If it is indeed a KS540.... The reason they run that goofy twin balancer is that it has a massive 94mm bore and an unusually long 78mm stroke. That puts a whole lot of stress on the single rod of an 18hp/3,600 RPM engine . Take a look at the bore/stroke specs on other single cylinder engines around the same HP and you'll see what I mean. 18HP single-cylinder is really pushing the limit for aluminum rod durability, should've been forged steel with that bore/stroke configuration, and Kohler knows it.....

Here's a link you may need if things go off the rails with your warranty claim

KS540


----------



## chris young (May 30, 2020)

I wish I could tell if this was a Kohler motor. I checked the parts diagram on Cub Cadet's website based on the model number and saw the twin balancers...see below.


----------



## Bob Driver (Nov 1, 2017)

Yep.... It's a Kohler


----------



## chris young (May 30, 2020)

I know I need to get the tractor and look over the engine firsthand but decided to call Kohler directly to see if this is one of their engines. The representative said that AX90HUB004242 is not a Kohler engine. I called PartsTree as I have bought parts from them before, and they said this was an MTD engine. Just wanted to learn more about the engine before speaking with Cub Cadet and or a repair shop.


----------



## Bob Driver (Nov 1, 2017)

chris young said:


> I know I need to get the tractor and look over the engine firsthand but decided to call Kohler directly to see if this is one of their engines. The representative said that AX90HUB004242 is not a Kohler engine. I called PartsTree as I have bought parts from them before, and they said this was an MTD engine. Just wanted to learn more about the engine before speaking with Cub Cadet and or a repair shop.

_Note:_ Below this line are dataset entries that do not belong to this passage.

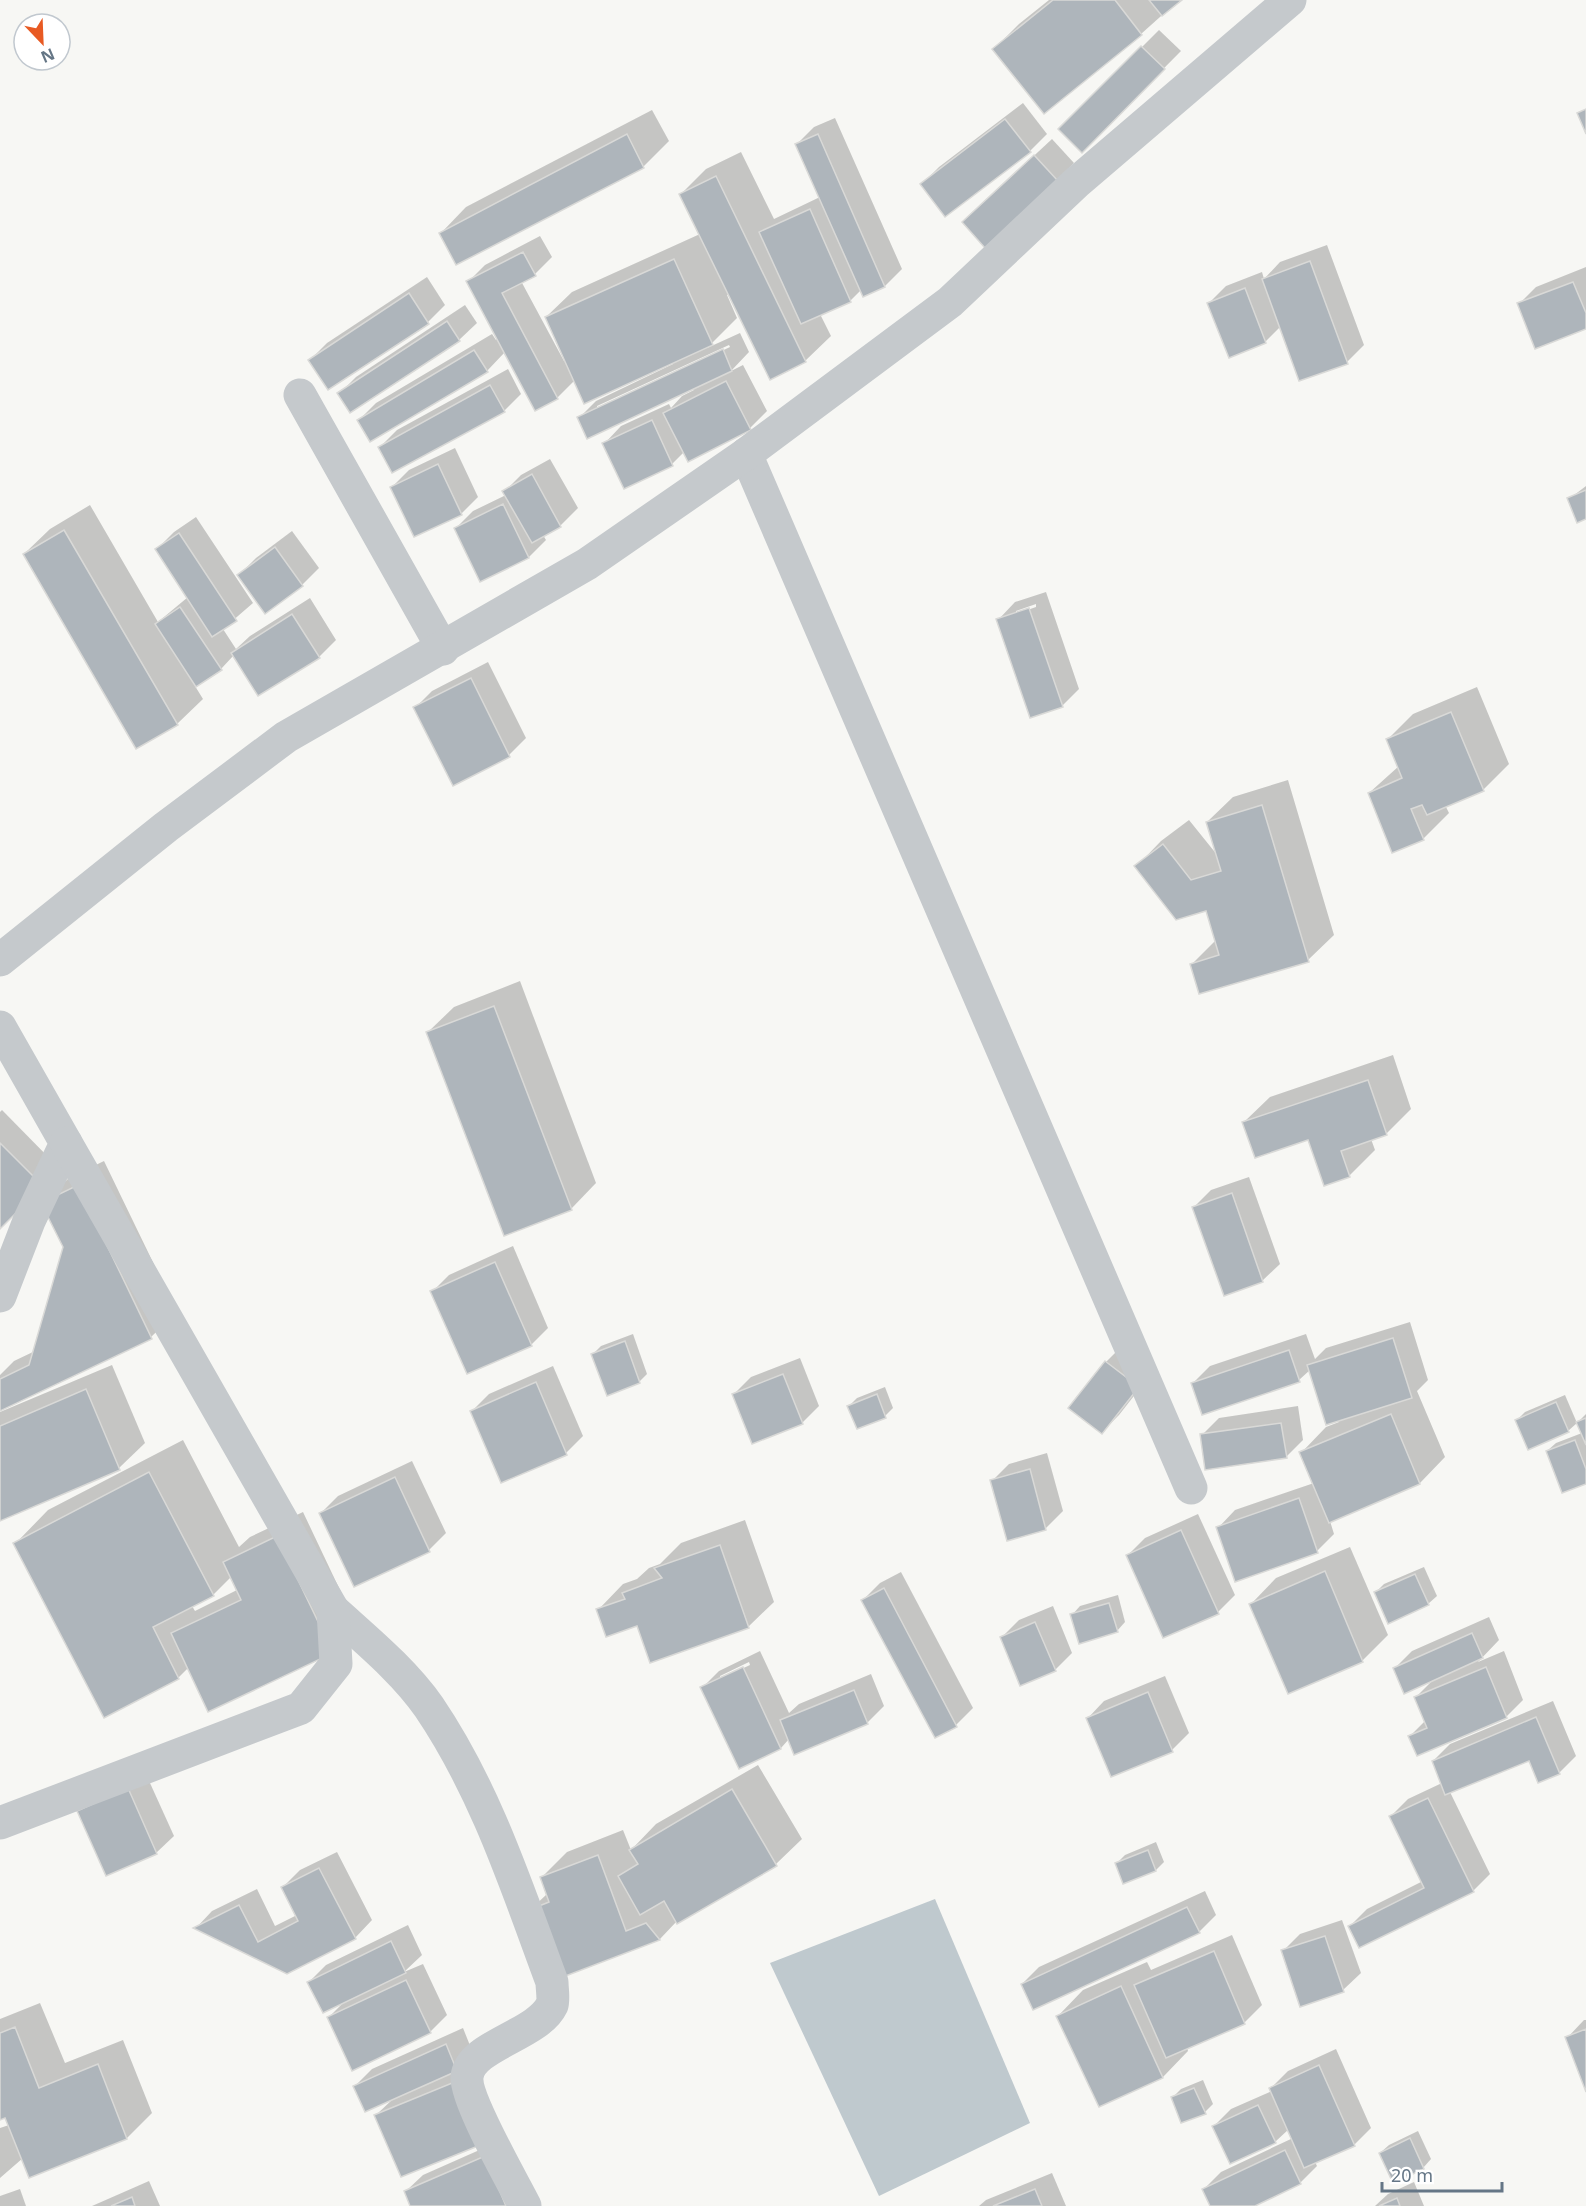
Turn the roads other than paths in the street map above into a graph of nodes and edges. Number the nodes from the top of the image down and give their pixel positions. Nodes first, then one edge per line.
1 (1290, 0) edge
2 (300, 395) dead end
3 (746, 454) junction
4 (443, 649) junction
5 (0, 960) edge
6 (0, 1027) edge
7 (66, 1143) junction
8 (0, 1296) edge
9 (1191, 1488) dead end
10 (333, 1610) junction
11 (0, 1823) edge
12 (525, 2206) edge

1 - 3 street
2 - 4 street
3 - 4 street
3 - 9 street
4 - 5 street
6 - 7 street
7 - 8 street
7 - 10 street
10 - 11 street
10 - 12 street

OK, now it's clear..... That is a Chinese made *Powermore* engine. It's the Chinese ripoff of the KS540 Kohler design. I now have doubts about you getting any serious warranty help, let's hope I'm wrong


----------



## chris young (May 30, 2020)

I went to a local cub cadet dealer today and was told that there was a 99% chance the engine would not be covered under warranty as there is aluminum from the connecting rod on the crankshaft journal. This is an indication of lack of oil and typically the rod starts to melt to the crank and breaks into pieces.

So do I sell this tractor as is or try to fix it myself?

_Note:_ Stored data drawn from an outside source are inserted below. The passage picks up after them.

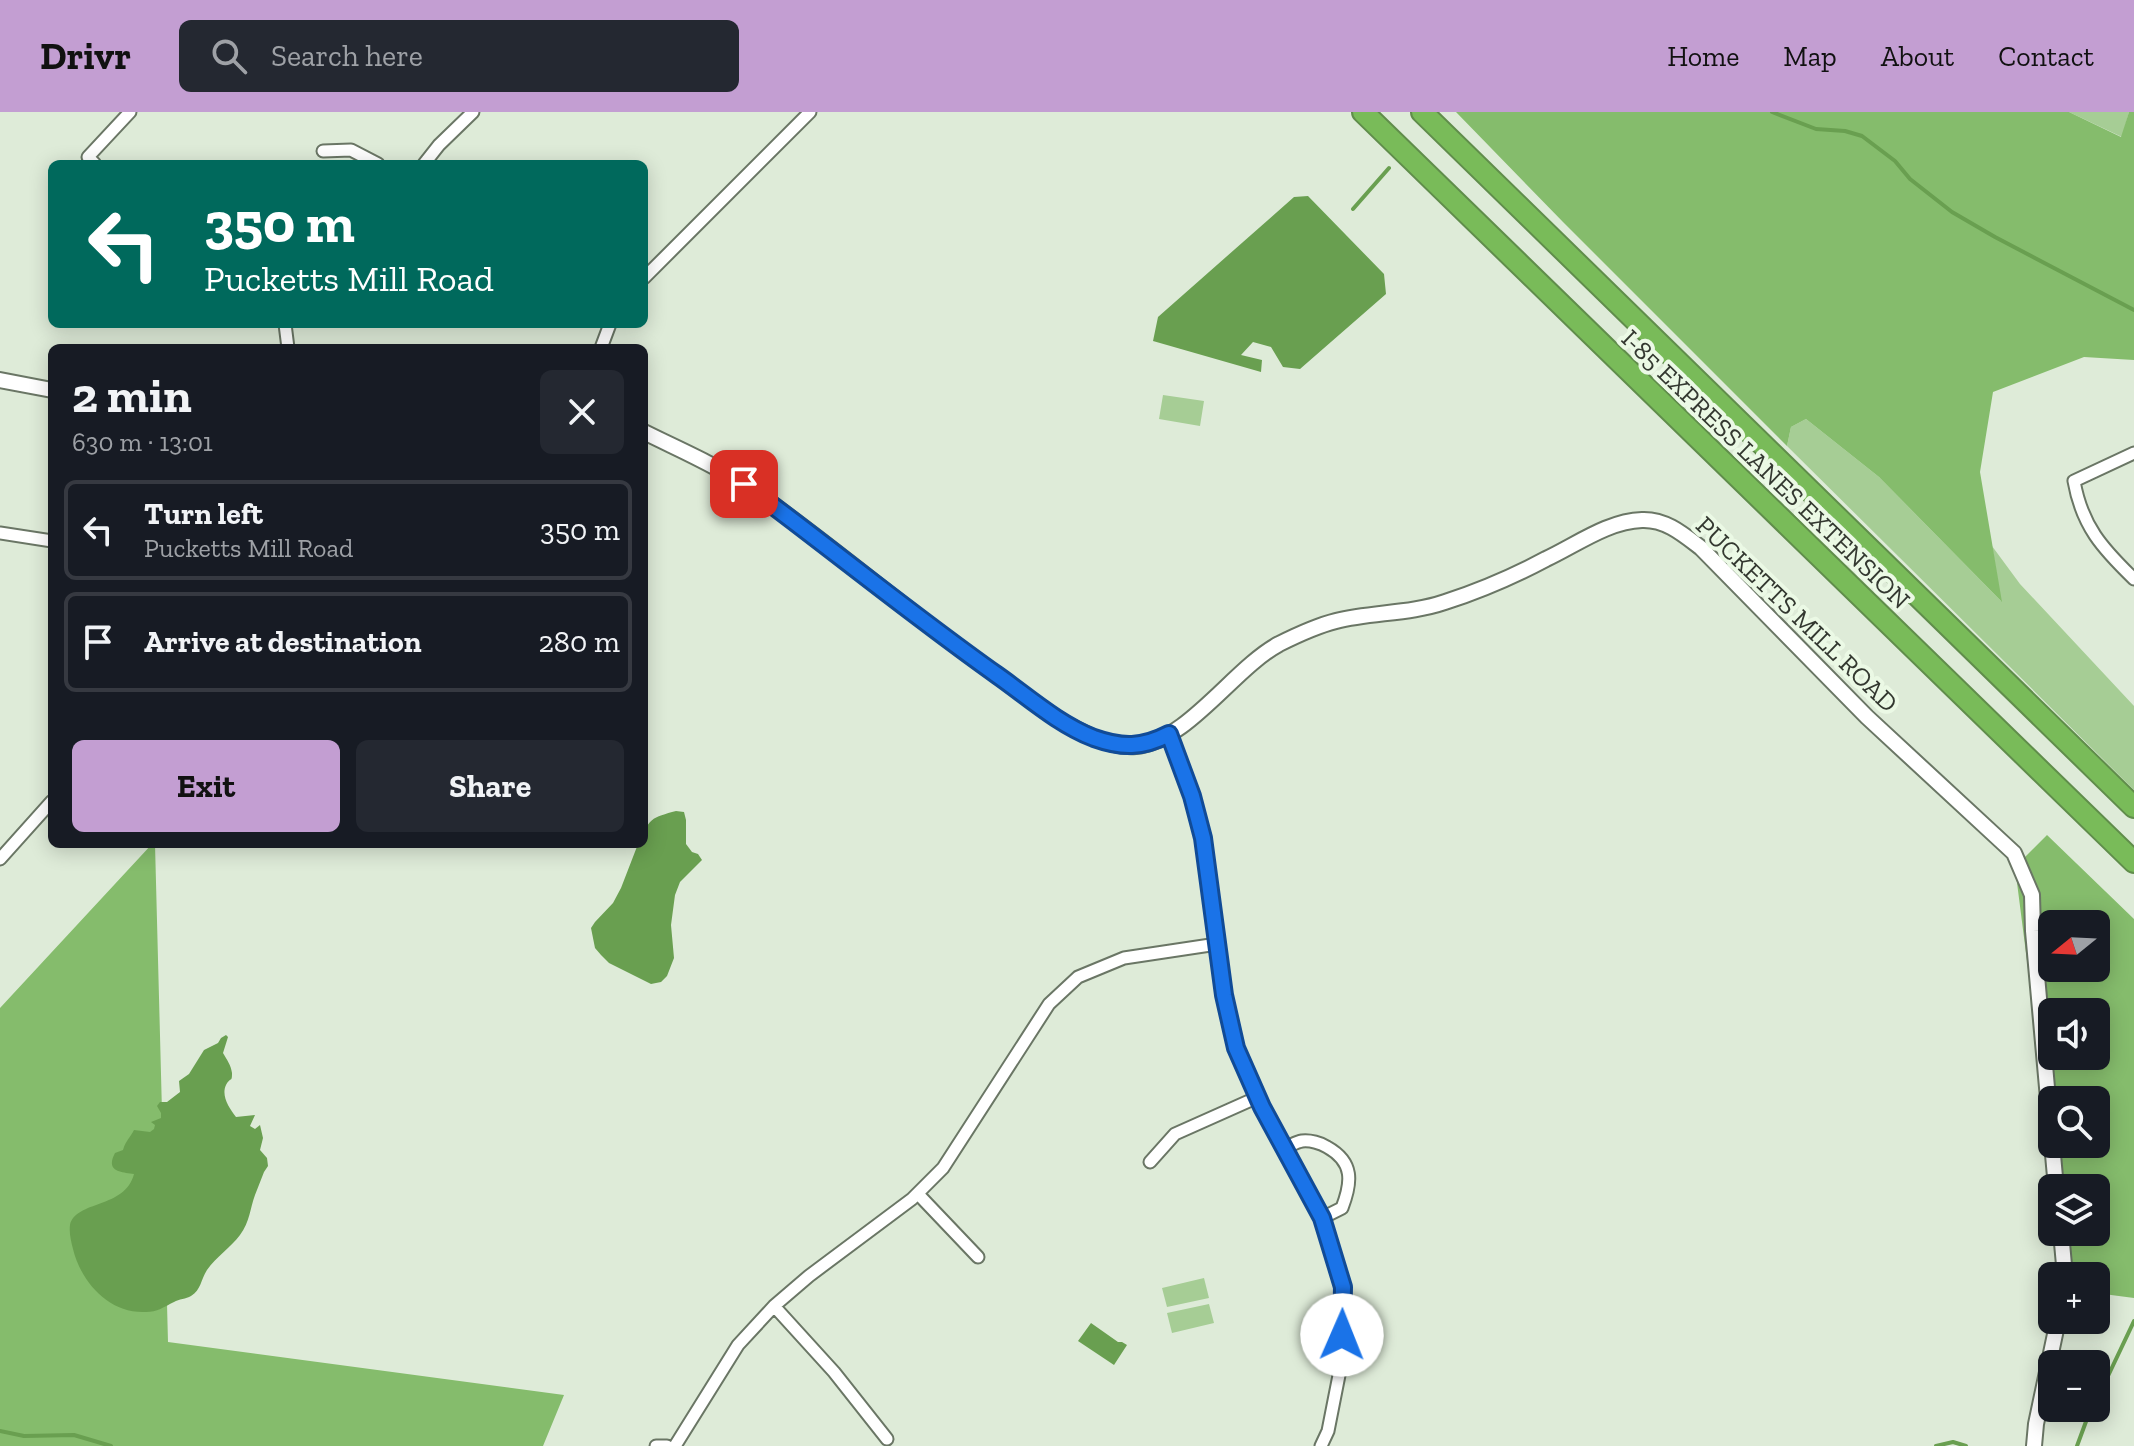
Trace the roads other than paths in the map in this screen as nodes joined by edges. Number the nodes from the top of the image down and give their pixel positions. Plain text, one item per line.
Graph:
1 (130, 112) edge
2 (473, 112) edge
3 (810, 112) edge
4 (1363, 112) edge
5 (1422, 112) edge
6 (323, 151) dead end
7 (91, 160) edge
8 (370, 160) edge
9 (427, 160) edge
10 (648, 274) edge
11 (0, 380) edge
12 (48, 389) edge
13 (648, 434) edge
14 (2134, 453) edge
15 (0, 533) edge
16 (48, 540) edge
17 (2134, 579) edge
18 (1169, 734) junction
19 (48, 805) edge
20 (2134, 807) edge
21 (0, 859) edge
22 (2134, 862) edge
23 (1217, 944) junction
24 (1258, 1097) junction
25 (1284, 1148) junction
26 (1150, 1162) dead end
27 (2055, 1174) edge
28 (918, 1194) junction
29 (1322, 1218) junction
30 (978, 1257) dead end
31 (774, 1306) junction
32 (2055, 1334) edge
33 (887, 1439) dead end
34 (656, 1446) edge
35 (667, 1446) edge
36 (675, 1446) edge
37 (1321, 1446) edge
38 (2034, 1446) edge

1 - 7 street
2 - 9 street
3 - 10 street
4 - 22 highway, I-85 EXPRESS LANES EXTENSION
5 - 20 highway, I-85 EXPRESS LANES EXTENSION
6 - 8 street
11 - 12 street
13 - 18 street, PUCKETTS MILL ROAD
14 - 17 street
15 - 16 street
18 - 23 street
18 - 27 street, PUCKETTS MILL ROAD
19 - 21 street
23 - 24 street
23 - 28 street
24 - 25 street
24 - 26 street
25 - 29 street
25 - 29 street
28 - 30 street
28 - 31 street
29 - 37 street
31 - 33 street
31 - 36 street
32 - 38 street
34 - 35 street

A replacement engine (same as the current one) is about $1,200 plus tax and shipping. I think this is more than the value of this tractor. I can certainly rebuild the engine myself and have the time. I believe I can clean up the crank with muriatic acid and could possibly have someone weld the case as I have the two pieces that broke off). Assuming I can save the crank, I am looking at about $350 in parts plus tax and shipping.

Can these cases be welded? Or is it best to buy a new case?

Prices from cub cadet website (cheapest I have found).

Case $220

Crank $205

Connecting Rod $54

Case Gasket $12

Head Gasket $12

2 Oil Seals $22


----------



## chris young (May 30, 2020)

I believe this is a Powermore engine made in Asia. AND this has the Intellipower throttle system (no manual idle/fast/choke lever).

Interesting video and at the end is where the mechanic indicates the Powermore brand.

Cub Cadet XT1 LT42 Enduro Intellipower Problem | Over Revving - Bing video

Cub Cadet 42" IntelliPower Riding Mower (REVIEW) Cub Cadet XT1LT42 with IntelliPower ENDURO SERIES - Bing video


----------



## chris young (May 30, 2020)

The crank cleaned up really well but will polish it a little. Going down to a local repair shop in the morning to see what they will charge to weld the case.


----------



## chris young (May 30, 2020)

where can i find the torque specifications for these 547 engines? Cylinder head bolts, case bolts, connecting rod bolts, flywheel nut, etc.? I checked the internet but no luck. Is there comparable engine torque secs for another engine i could use?


----------



## chris young (May 30, 2020)

So long story short, the Cub Cadet is running again...

After showing pictures of the damaged engine to the local Cub Cadet repair shop, they said that most likely (99%) MTD (Cub Cadet) would not warranty the engine. So, I decided to repair the engine myself.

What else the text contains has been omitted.